_INSTRUCTIONS FOR THE TASK_:
Locate the line bearing "ring pip: (913, 932)" in the material below, then reproduce it and each following line up to and including the line bearing "pinky tip: (1156, 963)".

_DATA RECORDS_:
- - -

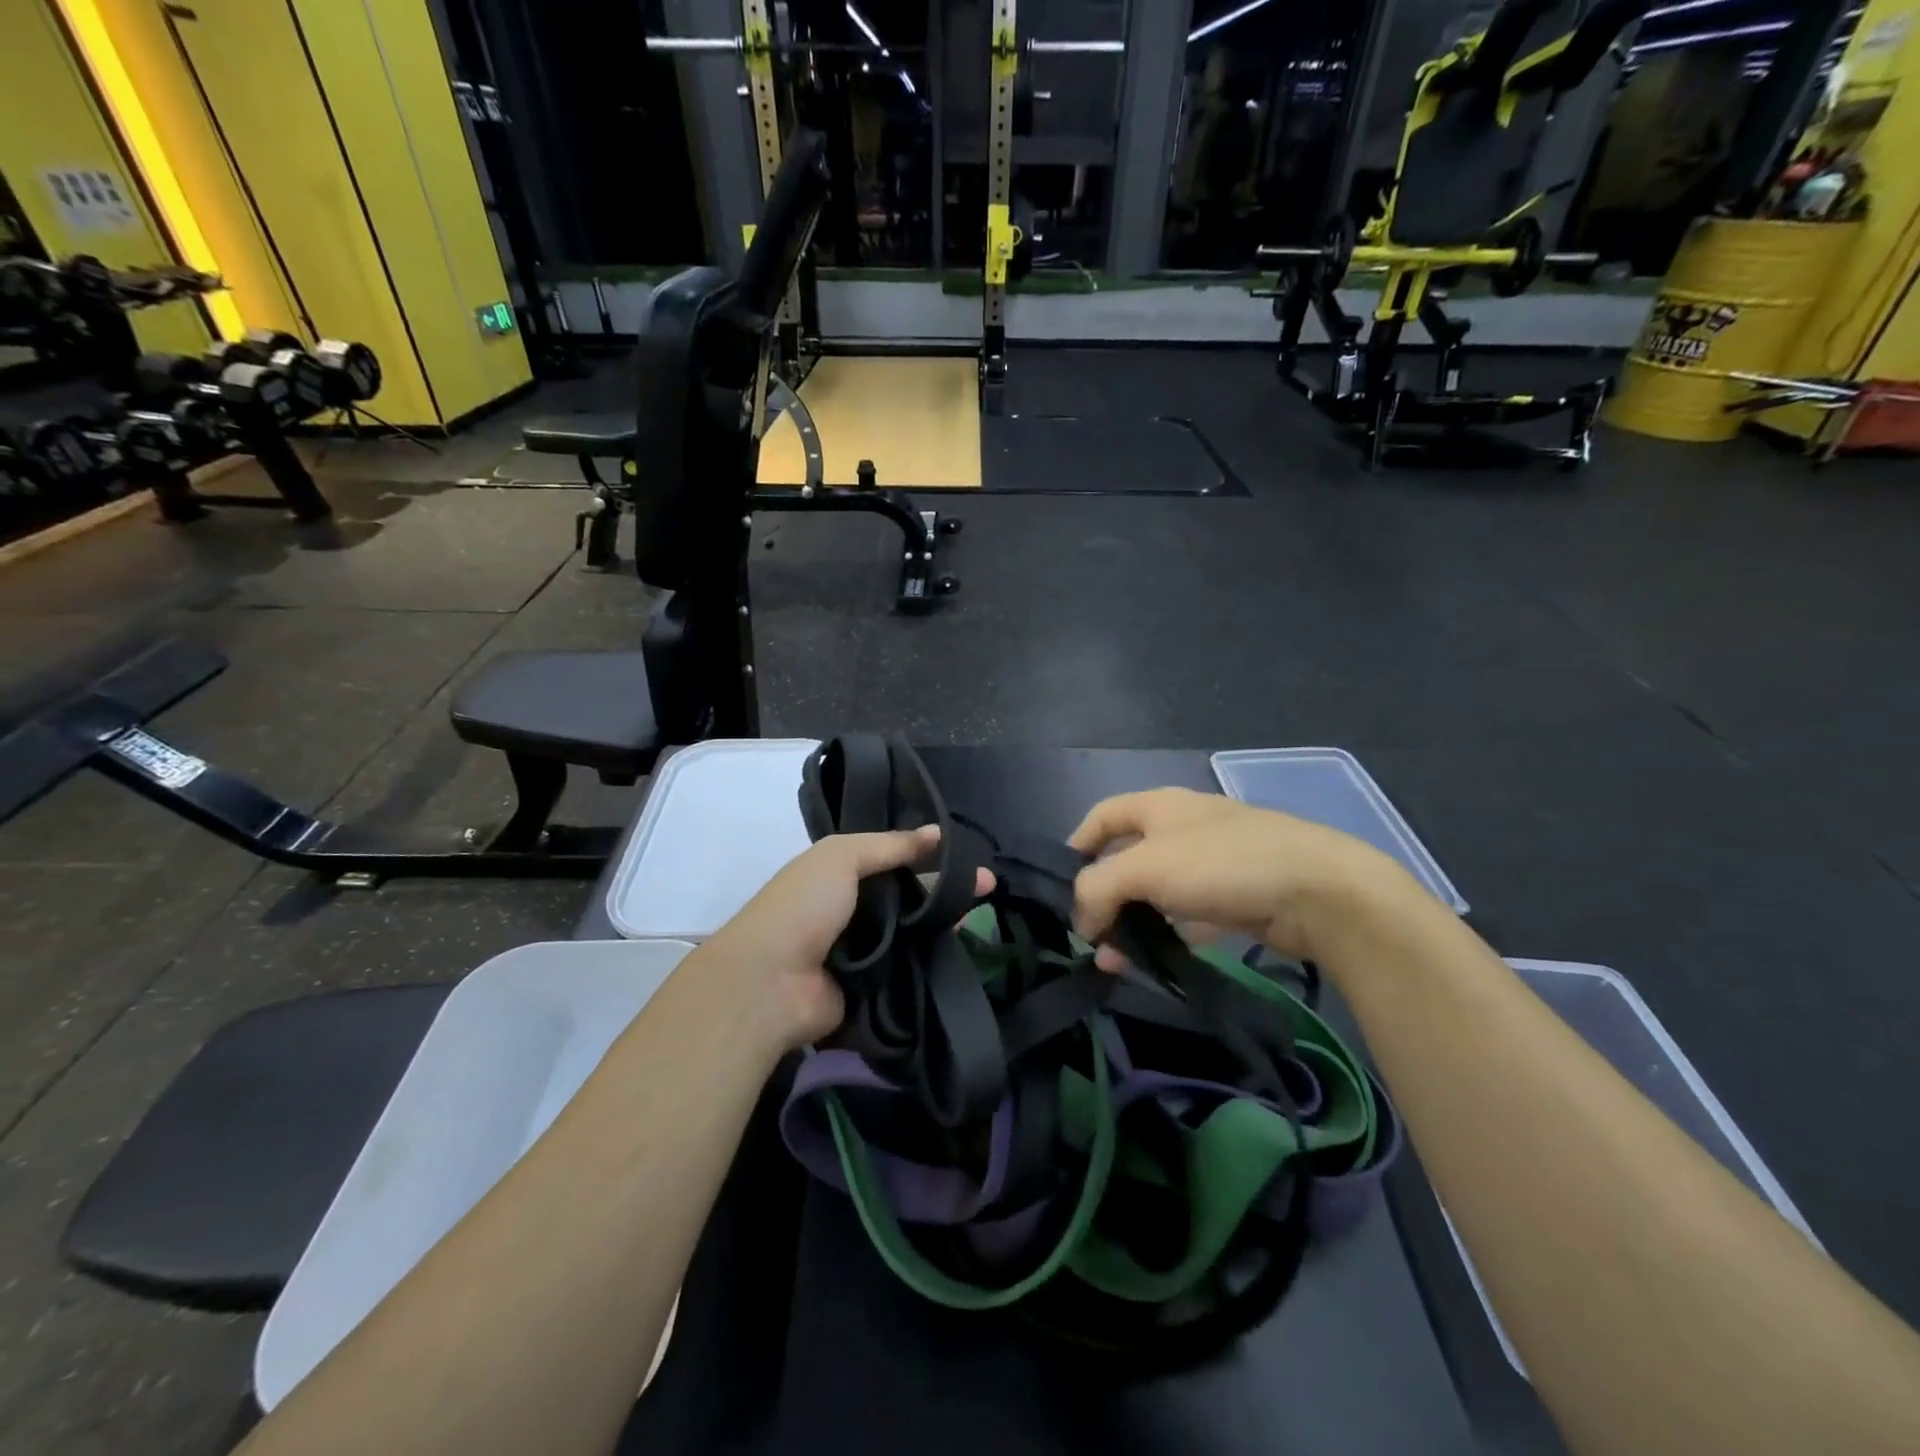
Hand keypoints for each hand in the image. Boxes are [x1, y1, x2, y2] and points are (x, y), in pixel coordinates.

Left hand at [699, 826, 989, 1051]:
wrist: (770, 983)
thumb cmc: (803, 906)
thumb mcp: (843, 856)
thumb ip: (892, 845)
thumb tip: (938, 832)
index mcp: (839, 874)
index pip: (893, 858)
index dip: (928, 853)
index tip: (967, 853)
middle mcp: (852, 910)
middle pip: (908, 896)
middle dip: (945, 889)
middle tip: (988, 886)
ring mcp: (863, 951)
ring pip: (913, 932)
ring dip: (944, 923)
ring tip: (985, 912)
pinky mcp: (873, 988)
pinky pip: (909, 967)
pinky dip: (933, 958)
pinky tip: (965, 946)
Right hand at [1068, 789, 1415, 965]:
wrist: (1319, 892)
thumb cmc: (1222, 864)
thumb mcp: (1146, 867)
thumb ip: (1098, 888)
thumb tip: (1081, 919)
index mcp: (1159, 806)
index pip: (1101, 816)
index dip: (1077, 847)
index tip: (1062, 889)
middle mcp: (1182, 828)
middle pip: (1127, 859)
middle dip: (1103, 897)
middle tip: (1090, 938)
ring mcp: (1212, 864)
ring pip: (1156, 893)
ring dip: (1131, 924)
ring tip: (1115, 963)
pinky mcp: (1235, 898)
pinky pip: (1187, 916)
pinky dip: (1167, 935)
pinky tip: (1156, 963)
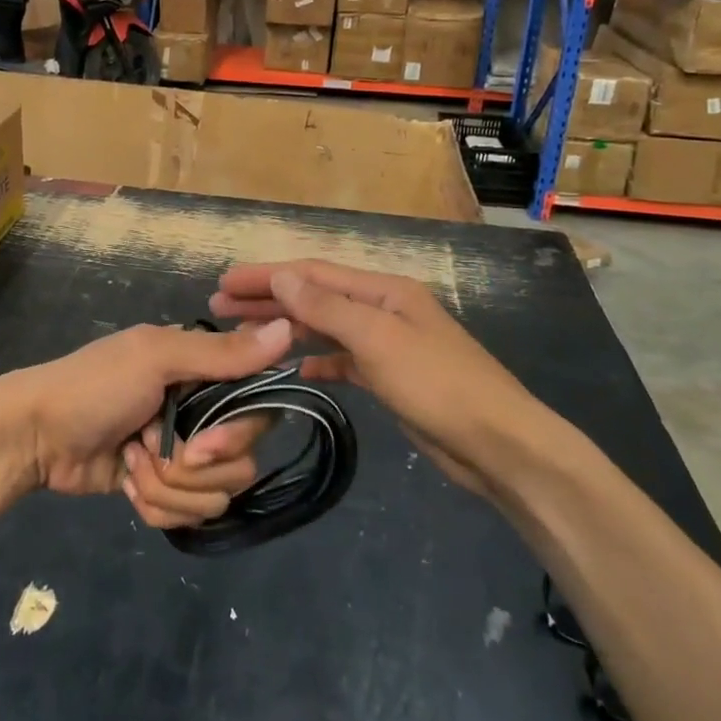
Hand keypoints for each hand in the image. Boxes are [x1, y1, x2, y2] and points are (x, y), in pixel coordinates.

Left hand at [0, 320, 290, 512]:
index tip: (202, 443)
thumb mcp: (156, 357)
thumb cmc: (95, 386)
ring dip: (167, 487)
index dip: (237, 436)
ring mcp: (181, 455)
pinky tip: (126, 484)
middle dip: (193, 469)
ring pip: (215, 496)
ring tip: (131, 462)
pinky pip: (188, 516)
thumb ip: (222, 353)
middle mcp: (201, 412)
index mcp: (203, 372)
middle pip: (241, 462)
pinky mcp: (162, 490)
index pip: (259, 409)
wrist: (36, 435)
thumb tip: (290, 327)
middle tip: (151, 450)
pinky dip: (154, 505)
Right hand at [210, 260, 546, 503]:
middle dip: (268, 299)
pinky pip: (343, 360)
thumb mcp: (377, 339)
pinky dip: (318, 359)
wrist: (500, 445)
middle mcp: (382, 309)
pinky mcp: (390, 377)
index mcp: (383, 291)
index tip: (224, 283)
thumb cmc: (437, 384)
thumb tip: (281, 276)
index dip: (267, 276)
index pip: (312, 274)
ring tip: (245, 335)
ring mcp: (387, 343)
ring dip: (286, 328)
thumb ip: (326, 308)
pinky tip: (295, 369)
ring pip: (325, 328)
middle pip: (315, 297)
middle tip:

- - -

_TASK SOLUTION_:
ring pip: (913, 932)
ring dip: (944, 923)
ring tip: (985, 912)
pinky mcp: (873, 988)
pinky pip: (909, 967)
pinky dip: (933, 958)
pinky tip: (965, 946)
Right hand at [1068, 789, 1415, 965]:
wrist: (1319, 892)
thumb cmc: (1222, 864)
thumb mcp: (1146, 867)
thumb ip: (1098, 888)
thumb tip: (1081, 919)
index mcp: (1159, 806)
index pip: (1101, 816)
index dip: (1077, 847)
index tip: (1062, 889)
middle mcp: (1182, 828)
middle pip: (1127, 859)
middle dip: (1103, 897)
middle tip: (1090, 938)
ring mcp: (1212, 864)
ring pip: (1156, 893)
ring dip: (1131, 924)
ring tip: (1115, 963)
pinky mcp: (1235, 898)
pinky pip: (1187, 916)
pinky dip: (1167, 935)
pinky tip: (1156, 963)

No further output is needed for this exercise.